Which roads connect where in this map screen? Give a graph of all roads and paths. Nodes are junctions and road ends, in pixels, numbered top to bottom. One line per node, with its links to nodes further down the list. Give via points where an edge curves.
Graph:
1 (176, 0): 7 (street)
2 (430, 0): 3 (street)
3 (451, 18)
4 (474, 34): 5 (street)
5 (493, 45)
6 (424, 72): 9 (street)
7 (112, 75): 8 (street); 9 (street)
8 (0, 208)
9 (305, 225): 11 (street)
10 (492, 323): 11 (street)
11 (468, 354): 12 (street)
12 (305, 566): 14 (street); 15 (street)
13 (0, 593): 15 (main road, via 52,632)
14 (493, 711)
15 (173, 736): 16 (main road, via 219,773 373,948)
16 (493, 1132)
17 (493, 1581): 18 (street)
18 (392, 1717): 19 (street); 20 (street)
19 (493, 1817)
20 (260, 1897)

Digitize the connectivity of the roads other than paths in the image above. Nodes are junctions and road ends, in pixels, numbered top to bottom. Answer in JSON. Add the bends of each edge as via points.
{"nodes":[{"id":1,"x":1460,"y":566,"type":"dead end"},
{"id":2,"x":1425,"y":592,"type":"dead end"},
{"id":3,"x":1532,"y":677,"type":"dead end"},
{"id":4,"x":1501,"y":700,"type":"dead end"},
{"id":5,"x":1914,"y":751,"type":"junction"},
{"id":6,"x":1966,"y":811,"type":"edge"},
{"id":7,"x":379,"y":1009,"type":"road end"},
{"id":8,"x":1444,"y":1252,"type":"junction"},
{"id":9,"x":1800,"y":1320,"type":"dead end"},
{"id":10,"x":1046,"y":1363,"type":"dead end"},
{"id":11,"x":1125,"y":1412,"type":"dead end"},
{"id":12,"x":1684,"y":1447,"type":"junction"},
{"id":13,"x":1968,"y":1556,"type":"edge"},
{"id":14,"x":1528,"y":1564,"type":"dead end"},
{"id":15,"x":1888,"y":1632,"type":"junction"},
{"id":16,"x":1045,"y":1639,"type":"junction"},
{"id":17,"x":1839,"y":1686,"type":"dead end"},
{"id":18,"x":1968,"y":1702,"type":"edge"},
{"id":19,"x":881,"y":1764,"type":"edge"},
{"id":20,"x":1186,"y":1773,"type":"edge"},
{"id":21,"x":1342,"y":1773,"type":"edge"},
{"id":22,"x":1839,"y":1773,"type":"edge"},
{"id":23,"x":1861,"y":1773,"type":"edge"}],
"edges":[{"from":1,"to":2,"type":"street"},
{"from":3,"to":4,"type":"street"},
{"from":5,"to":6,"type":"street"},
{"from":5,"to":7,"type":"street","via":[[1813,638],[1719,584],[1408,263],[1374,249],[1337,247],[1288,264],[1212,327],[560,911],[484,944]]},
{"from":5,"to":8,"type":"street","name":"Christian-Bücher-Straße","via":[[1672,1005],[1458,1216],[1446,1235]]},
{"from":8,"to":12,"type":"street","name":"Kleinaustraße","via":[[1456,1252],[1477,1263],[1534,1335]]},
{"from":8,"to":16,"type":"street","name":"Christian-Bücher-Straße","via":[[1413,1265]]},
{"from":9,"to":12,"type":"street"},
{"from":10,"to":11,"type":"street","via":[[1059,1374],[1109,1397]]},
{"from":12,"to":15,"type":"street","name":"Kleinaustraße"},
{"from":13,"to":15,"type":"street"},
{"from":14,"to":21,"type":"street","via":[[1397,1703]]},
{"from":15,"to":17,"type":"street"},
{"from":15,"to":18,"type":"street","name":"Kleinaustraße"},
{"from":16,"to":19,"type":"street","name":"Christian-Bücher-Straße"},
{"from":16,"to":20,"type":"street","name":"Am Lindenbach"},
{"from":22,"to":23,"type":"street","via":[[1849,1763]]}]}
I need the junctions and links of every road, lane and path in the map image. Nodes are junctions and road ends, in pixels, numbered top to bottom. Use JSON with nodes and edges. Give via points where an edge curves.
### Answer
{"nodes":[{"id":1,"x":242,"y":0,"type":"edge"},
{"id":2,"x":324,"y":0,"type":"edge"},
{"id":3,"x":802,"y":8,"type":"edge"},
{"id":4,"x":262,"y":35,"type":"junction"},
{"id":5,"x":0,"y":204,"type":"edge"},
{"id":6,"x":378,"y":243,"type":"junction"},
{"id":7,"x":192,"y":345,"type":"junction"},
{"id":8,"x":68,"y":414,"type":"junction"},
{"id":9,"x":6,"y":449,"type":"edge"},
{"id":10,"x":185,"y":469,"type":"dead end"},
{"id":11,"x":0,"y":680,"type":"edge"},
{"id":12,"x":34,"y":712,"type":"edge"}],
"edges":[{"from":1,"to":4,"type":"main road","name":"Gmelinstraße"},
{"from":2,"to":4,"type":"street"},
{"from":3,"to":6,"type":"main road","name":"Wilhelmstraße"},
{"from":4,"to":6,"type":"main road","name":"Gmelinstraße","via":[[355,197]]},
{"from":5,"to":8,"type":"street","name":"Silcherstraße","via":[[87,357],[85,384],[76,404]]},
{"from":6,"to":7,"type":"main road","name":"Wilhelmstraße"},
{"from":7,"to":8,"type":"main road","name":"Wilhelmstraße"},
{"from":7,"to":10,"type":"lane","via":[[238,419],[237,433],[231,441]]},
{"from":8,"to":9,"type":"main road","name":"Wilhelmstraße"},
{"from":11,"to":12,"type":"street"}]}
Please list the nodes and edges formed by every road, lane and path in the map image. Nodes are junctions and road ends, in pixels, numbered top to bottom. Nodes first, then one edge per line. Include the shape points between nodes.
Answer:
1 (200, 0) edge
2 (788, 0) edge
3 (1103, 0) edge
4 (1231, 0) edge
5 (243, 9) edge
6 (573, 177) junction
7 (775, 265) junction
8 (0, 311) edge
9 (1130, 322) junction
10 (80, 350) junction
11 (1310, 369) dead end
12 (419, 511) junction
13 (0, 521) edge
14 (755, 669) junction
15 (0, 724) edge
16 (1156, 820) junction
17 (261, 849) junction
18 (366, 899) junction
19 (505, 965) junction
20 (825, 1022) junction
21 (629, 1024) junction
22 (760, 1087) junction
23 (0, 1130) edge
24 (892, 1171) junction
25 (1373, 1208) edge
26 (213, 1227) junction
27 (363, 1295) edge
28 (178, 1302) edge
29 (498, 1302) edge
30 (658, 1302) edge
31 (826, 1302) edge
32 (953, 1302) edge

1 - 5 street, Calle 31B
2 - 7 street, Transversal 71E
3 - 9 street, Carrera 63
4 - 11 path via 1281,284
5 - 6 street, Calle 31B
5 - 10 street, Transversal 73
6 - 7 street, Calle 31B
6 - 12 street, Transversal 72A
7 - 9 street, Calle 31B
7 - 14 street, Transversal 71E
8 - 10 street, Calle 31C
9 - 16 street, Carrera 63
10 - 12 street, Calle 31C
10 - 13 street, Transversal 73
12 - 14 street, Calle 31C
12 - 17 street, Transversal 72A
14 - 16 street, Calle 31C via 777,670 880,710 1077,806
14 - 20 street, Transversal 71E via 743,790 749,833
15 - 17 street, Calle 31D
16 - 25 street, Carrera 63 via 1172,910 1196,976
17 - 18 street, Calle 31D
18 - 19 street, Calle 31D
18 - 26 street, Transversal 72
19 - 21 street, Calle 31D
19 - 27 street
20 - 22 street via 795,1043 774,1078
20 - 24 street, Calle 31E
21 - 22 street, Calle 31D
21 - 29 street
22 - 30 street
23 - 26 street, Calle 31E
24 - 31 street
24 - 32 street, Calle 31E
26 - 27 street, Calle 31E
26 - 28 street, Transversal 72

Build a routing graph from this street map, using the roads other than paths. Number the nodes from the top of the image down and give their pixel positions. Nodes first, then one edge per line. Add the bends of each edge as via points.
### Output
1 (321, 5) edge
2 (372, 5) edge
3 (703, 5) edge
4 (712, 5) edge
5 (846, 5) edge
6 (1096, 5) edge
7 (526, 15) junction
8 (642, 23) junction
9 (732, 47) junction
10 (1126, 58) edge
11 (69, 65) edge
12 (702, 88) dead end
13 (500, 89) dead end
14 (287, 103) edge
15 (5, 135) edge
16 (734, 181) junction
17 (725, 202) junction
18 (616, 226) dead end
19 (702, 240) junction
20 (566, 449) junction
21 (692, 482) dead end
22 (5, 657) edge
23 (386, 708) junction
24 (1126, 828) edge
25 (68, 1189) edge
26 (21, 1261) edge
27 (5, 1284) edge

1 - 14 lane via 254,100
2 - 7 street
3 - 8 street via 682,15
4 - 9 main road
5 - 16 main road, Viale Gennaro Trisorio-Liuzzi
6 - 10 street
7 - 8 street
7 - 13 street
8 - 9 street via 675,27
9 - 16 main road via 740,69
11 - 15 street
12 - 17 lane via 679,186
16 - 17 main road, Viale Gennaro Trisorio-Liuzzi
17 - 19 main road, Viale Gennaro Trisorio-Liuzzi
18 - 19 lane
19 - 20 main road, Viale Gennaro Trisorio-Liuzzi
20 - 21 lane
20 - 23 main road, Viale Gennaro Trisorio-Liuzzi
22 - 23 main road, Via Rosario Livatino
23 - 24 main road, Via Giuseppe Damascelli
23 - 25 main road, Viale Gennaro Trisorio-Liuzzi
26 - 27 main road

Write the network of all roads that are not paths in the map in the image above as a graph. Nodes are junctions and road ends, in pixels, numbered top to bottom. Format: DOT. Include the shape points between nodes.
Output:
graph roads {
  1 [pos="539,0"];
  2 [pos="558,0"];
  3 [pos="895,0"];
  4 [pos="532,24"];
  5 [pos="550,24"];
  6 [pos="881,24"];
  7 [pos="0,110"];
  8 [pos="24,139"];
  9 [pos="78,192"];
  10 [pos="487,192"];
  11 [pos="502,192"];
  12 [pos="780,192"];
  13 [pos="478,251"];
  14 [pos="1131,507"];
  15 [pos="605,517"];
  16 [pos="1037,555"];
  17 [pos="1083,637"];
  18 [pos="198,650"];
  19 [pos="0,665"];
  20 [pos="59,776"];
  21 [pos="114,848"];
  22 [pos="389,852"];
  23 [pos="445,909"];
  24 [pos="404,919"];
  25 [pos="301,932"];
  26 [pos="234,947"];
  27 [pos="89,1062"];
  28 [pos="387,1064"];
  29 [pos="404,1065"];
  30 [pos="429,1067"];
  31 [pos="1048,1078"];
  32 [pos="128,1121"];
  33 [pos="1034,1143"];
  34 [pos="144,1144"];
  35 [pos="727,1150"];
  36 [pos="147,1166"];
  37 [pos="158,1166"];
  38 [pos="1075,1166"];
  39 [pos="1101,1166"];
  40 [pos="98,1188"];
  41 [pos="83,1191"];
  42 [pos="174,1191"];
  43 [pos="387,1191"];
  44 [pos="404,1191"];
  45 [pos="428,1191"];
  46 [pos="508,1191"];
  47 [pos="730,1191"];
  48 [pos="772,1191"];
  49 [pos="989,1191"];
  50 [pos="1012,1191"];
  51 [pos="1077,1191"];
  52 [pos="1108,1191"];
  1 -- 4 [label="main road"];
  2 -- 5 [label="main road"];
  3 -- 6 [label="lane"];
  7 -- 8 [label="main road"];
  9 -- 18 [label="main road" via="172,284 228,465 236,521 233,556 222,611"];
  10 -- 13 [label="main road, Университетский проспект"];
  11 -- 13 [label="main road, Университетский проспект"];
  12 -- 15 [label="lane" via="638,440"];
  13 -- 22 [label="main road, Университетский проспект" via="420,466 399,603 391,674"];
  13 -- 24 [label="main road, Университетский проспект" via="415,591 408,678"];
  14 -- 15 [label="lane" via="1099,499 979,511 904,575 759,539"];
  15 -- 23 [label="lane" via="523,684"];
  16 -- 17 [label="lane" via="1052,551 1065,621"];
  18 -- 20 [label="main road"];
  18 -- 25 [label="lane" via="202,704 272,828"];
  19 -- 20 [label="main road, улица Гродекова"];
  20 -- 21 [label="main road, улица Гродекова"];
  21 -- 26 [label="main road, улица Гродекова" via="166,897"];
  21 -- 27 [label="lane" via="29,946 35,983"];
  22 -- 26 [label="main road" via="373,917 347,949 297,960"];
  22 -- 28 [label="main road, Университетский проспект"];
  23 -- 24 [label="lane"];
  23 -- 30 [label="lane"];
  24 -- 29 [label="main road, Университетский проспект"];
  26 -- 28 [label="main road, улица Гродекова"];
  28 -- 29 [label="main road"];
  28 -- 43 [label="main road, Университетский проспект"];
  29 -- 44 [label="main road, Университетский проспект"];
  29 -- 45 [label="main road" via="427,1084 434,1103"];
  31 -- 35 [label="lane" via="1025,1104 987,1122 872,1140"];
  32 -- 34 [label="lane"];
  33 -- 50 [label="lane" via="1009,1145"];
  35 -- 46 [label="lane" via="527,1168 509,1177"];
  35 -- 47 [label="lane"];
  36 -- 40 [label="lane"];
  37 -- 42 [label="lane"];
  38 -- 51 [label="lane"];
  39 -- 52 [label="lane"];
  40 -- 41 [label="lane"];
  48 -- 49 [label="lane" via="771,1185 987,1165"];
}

****

▶ **Work task**: Where a line in the listing holds the string "Carrera", include it in the count, then report the total alone.

▶ **Written response**: 3